On Fri, 27 Apr 2018 17:09:14 +0100
Will Deacon <will.deacon@xxxxxxx> wrote:

> Kim,
>
> [Ganapat: please don't let this discussion disrupt your PMU driver
> development. You can safely ignore it for now :)]
>
> On Fri, Apr 27, 2018 at 10:46:29AM -0500, Kim Phillips wrote:
> > On Fri, 27 Apr 2018 15:37:20 +0100
> > Will Deacon <will.deacon@xxxxxxx> wrote:
> >
> > > On Fri, Apr 27, 2018 at 08:15:25AM -0500, Kim Phillips wrote:
> > > > On Fri, 27 Apr 2018 10:30:27 +0100
> > > > Mark Rutland <mark.rutland@xxxxxxx> wrote:
> > > > > On Thu, Apr 26, 2018 at 05:06:24PM -0500, Kim Phillips wrote:
> > > > > > On Wed, 25 Apr 2018 14:30:47 +0530
> > > > > > Ganapatrao Kulkarni <ganapatrao.kulkarni@xxxxxxxxxx> wrote:
> > > > > >
> > > > > > > +static int thunderx2_uncore_event_init(struct perf_event *event)
> > > > >
> > > > > > This PMU driver can be made more user-friendly by not just silently
> > > > > > returning an error code such as -EINVAL, but by emitting a useful
> > > > > > message describing the specific error via dmesg.
> > > > >
> > > > > As has previously been discussed on several occasions, patches which log
> > > > > to dmesg in a pmu::event_init() path at any level above pr_debug() are
> > > > > not acceptable -- dmesg is not intended as a mechanism to inform users
> > > > > of driver-specific constraints.
> > > >
> > > > I disagree - drivers do it all the time, using dev_err(), dev_warn(), etc.
> > > >
> > > > > I would appreciate if in future you could qualify your suggestion with
> > > > > the requirement that pr_debug() is used.
> > > >
> > > > It shouldn't - the driver isn't being debugged, it's in regular use.
> > >
> > > For anything under drivers/perf/, I'd prefer not to have these prints
> > > and instead see efforts to improve error reporting via the perf system
> > > call interface.
> >
> > We'd all prefer that, and for all PMU drivers, why should ones under
> > drivers/perf be treated differently?
>
> Because they're the ones I maintain...

You represent a minority on your opinion on this matter though.

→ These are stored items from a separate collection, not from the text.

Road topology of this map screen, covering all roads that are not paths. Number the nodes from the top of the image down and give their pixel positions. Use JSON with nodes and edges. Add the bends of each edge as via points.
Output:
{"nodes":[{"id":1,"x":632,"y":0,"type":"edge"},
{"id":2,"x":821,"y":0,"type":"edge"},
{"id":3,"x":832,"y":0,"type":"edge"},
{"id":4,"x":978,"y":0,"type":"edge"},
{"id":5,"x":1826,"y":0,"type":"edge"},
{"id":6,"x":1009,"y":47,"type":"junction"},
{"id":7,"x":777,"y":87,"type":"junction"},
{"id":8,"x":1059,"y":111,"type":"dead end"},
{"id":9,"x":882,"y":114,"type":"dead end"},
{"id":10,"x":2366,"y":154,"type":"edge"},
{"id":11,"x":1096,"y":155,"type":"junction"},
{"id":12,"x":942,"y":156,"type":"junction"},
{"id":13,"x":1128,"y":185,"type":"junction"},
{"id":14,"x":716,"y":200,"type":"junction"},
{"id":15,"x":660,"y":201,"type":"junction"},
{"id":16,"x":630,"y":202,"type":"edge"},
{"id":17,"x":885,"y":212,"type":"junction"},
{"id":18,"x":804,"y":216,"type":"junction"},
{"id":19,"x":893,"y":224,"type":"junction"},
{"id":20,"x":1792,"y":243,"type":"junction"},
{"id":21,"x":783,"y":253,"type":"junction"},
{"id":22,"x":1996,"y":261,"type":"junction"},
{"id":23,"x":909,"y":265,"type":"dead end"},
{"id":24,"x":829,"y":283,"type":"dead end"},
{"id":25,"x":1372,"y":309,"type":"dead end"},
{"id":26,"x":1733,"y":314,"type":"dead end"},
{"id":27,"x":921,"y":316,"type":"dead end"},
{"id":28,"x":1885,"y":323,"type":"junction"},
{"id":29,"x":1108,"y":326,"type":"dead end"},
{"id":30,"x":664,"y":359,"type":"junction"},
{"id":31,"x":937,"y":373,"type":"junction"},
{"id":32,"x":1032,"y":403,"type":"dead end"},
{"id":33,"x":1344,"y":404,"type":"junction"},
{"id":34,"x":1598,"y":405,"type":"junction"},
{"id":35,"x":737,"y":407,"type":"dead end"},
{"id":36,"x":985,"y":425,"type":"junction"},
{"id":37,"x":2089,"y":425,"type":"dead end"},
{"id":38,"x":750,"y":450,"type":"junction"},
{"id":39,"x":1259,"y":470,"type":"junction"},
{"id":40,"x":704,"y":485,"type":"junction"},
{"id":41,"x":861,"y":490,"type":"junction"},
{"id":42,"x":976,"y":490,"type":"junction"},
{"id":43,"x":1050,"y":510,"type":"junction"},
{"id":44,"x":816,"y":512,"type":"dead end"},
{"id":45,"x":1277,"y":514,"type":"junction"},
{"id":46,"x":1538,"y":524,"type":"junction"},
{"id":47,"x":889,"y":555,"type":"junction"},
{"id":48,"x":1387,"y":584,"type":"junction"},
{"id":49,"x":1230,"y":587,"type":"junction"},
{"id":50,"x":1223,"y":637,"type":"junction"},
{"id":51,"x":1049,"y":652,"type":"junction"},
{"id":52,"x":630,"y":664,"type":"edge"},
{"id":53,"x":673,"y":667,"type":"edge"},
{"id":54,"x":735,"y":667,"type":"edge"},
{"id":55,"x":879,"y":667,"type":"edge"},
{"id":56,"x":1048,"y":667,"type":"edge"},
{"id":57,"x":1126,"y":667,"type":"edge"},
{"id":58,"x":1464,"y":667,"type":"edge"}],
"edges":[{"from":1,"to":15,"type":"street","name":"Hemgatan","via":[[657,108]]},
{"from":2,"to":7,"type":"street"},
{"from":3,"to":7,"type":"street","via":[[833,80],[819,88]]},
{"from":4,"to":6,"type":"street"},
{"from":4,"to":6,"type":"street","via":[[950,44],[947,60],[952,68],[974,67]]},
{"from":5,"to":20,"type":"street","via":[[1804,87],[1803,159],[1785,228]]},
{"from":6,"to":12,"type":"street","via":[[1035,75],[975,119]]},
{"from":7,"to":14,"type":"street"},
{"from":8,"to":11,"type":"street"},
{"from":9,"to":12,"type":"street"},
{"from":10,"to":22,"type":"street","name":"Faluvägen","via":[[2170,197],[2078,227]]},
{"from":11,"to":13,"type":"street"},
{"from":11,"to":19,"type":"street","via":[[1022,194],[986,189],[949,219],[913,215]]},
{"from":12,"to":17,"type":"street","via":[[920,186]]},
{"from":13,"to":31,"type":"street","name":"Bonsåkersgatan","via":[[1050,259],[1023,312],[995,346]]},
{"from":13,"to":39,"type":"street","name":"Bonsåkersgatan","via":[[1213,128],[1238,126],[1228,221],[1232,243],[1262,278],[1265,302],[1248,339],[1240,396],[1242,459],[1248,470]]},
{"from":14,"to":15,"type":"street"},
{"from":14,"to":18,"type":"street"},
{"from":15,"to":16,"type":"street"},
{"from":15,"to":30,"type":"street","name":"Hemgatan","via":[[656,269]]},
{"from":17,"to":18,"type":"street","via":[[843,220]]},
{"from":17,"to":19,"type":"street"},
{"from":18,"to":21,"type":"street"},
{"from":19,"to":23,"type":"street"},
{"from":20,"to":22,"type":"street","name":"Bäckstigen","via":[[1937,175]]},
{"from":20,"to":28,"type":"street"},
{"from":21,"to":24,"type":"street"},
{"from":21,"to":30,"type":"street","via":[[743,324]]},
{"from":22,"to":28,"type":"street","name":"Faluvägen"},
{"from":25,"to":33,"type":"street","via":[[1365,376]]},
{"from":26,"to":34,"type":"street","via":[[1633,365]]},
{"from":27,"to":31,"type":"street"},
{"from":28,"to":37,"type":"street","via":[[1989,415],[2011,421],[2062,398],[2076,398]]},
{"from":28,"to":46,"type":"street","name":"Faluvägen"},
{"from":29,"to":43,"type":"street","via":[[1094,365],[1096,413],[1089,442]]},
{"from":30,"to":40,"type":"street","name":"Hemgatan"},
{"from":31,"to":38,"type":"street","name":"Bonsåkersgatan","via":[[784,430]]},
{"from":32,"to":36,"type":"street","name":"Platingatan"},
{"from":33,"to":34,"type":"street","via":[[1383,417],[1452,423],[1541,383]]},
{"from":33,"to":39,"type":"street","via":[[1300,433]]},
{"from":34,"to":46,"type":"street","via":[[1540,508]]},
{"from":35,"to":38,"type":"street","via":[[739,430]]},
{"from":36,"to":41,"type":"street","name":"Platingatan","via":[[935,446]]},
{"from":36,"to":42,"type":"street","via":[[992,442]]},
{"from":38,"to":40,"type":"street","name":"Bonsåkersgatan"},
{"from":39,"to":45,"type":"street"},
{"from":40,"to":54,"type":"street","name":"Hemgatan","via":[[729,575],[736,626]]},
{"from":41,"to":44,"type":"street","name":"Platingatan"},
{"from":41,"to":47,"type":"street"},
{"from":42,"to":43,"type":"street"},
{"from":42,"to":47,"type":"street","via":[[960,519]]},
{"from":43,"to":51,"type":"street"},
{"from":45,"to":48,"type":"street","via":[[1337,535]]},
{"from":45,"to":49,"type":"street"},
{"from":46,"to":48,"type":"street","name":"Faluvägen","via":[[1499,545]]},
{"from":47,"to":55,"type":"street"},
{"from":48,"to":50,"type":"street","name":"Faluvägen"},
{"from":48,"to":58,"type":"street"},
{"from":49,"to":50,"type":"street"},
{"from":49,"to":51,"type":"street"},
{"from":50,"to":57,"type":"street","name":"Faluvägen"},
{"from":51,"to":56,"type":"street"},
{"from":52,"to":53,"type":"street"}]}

> > As you are already aware, I've personally tried to fix this problem -
> > that has existed since before the introduction of the perf tool (I
> > consider it a syscall-independent enhanced error interface), multiple
> > times, and failed.
>
> Why is that my problem? Try harder?

It's your problem because we're here reviewing a patch that happens to
fall under your maintainership. I'll be the first person to tell you
I'm obviously incompetent and haven't been able to come up with a
solution that is acceptable for everyone up to and including Linus
Torvalds. I'm just noticing a chronic usability problem that can be
easily alleviated in the context of this patch review.

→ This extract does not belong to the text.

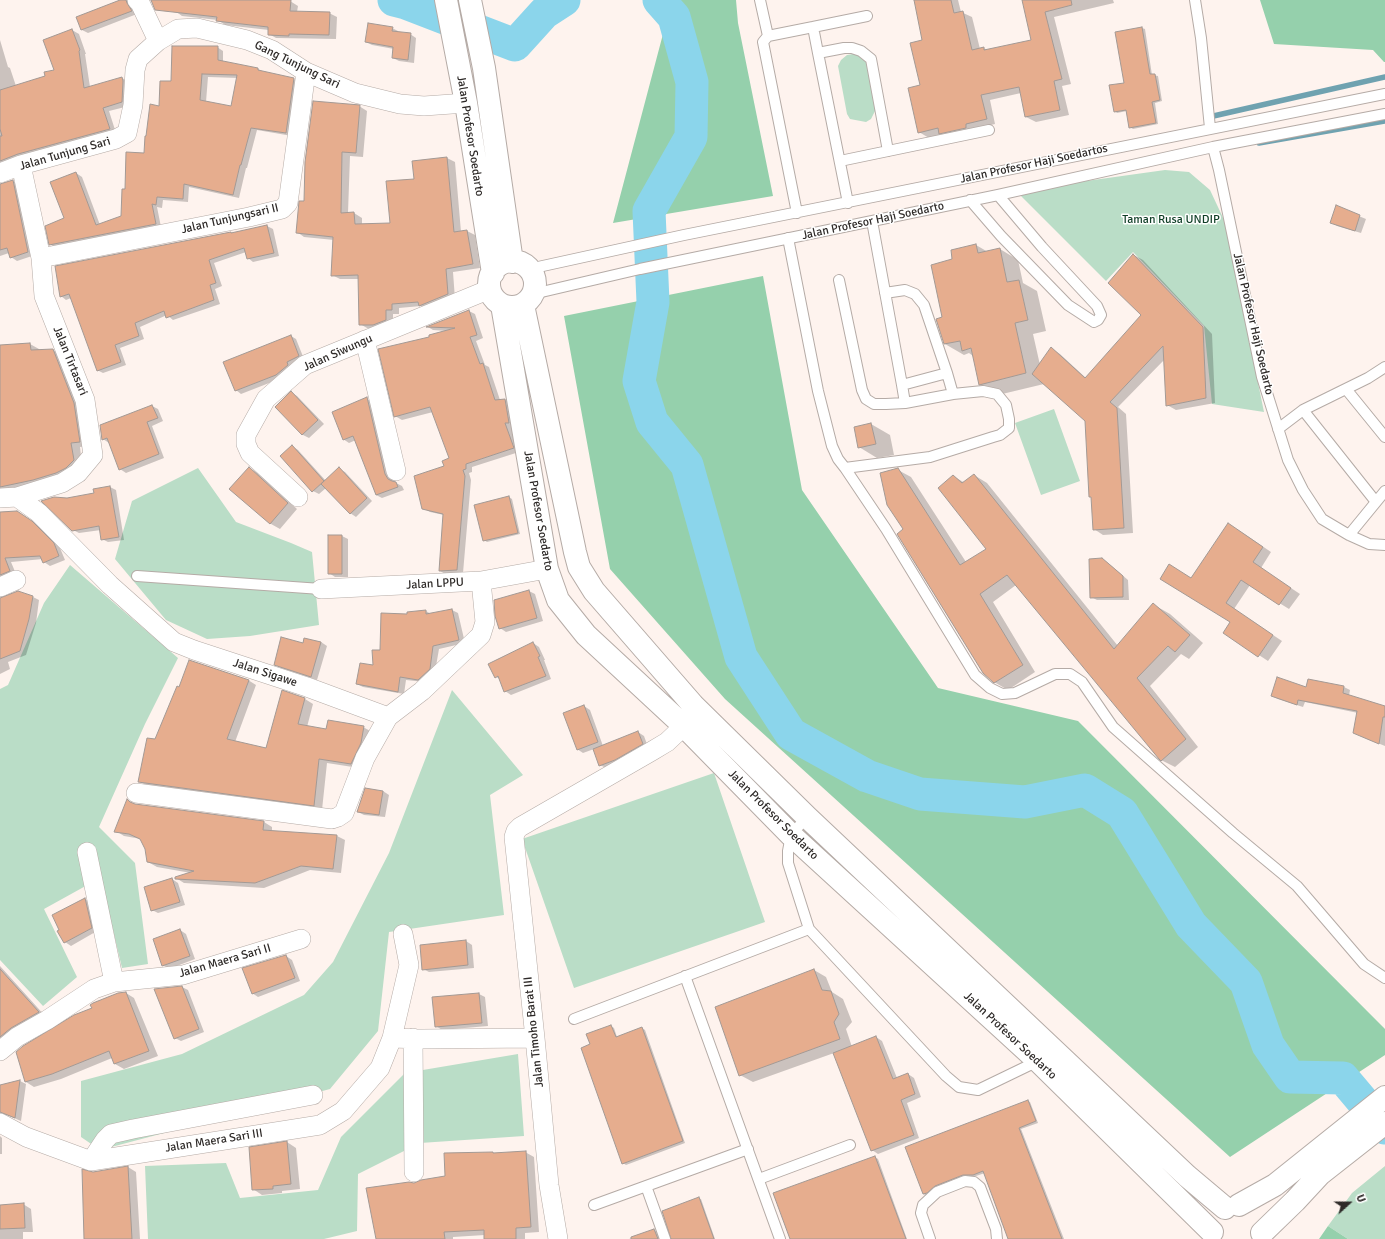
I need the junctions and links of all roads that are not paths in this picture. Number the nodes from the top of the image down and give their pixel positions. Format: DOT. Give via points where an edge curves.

> > So until someone comes up with a solution that works for everyone
> > up to and including Linus Torvalds (who hasn't put up a problem
> > pulling PMU drivers emitting things to dmesg so far, by the way), this
> > keep PMU drivers' errors silent preference of yours is unnecessarily
> > impeding people trying to measure system performance on Arm based
> > machines - all other archs' maintainers are fine with PMU drivers using
> > dmesg.
>
> Good for them, although I'm pretty sure that at least the x86 folks are
> against this crap too.

Unfortunately, it doesn't affect them nearly as much as it does our
more diverse platforms, which is why I don't think they care to do
much about it.

> > > Anyway, I think this driver has bigger problems that need addressing.
> >
> > To me it represents yet another PMU driver submission - as the years go
> > by - that is lacking in the user messaging area. Which reminds me, can
> > you take another look at applying this?:
>
> As I said before, I'm not going to take anything that logs above pr_debug
> for things that are directly triggerable from userspace. Spin a version

Why? There are plenty of things that emit stuff into dmesg that are
directly triggerable from userspace. Is it because it upsets fuzzing
tests? How about those be run with a patched kernel that somehow
mitigates the printing?

> using pr_debug and I'll queue it.

How about using a ratelimited dev_err variant?

> Have a good weekend,

You too.

Kim